Material provided:
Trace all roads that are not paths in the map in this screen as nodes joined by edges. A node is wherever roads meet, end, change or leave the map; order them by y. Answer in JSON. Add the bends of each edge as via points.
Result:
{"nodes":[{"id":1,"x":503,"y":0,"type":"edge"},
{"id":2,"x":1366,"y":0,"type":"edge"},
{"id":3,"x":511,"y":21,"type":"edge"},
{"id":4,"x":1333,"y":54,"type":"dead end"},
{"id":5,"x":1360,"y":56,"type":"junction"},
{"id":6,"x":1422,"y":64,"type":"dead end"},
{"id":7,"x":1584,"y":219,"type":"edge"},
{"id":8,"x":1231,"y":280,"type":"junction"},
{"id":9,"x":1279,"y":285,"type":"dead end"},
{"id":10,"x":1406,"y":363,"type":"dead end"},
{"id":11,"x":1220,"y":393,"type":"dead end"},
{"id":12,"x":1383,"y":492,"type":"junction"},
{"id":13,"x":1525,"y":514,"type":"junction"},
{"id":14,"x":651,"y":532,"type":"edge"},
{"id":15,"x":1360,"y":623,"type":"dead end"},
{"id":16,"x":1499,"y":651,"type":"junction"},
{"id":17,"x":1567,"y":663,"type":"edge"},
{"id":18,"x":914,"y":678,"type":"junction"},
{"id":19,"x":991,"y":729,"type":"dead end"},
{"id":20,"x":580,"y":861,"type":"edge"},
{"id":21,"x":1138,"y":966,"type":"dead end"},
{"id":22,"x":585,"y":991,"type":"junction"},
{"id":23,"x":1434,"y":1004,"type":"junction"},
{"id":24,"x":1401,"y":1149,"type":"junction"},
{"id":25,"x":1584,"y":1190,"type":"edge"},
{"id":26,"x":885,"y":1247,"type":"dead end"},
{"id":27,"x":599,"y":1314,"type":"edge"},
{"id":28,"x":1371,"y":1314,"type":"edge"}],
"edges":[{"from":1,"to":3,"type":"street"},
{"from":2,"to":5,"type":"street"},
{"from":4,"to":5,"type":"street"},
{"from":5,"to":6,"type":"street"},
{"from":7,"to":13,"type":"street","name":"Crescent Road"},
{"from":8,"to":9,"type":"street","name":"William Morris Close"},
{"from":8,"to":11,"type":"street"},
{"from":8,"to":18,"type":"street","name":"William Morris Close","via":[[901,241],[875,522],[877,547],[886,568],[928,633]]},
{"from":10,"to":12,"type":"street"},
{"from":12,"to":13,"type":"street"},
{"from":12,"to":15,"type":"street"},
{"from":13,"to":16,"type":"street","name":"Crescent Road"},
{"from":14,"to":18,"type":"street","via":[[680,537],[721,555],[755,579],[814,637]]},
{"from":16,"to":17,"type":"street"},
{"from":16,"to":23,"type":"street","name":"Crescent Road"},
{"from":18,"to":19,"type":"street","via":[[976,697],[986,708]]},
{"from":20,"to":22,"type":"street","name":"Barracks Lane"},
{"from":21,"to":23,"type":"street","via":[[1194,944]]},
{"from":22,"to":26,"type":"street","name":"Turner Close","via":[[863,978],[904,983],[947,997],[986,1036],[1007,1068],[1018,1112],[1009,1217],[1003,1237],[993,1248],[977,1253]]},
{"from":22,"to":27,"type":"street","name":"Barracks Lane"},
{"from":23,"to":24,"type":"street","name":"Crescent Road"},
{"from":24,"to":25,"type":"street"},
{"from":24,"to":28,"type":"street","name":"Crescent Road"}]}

Exercise objective:
Pick out every line of the listing containing the word "nodes", and show those lines.

Completed task:
Trace all roads that are not paths in the map in this screen as nodes joined by edges. A node is wherever roads meet, end, change or leave the map; order them by y. Answer in JSON. Add the bends of each edge as via points.
{"nodes":[{"id":1,"x":503,"y":0,"type":"edge"},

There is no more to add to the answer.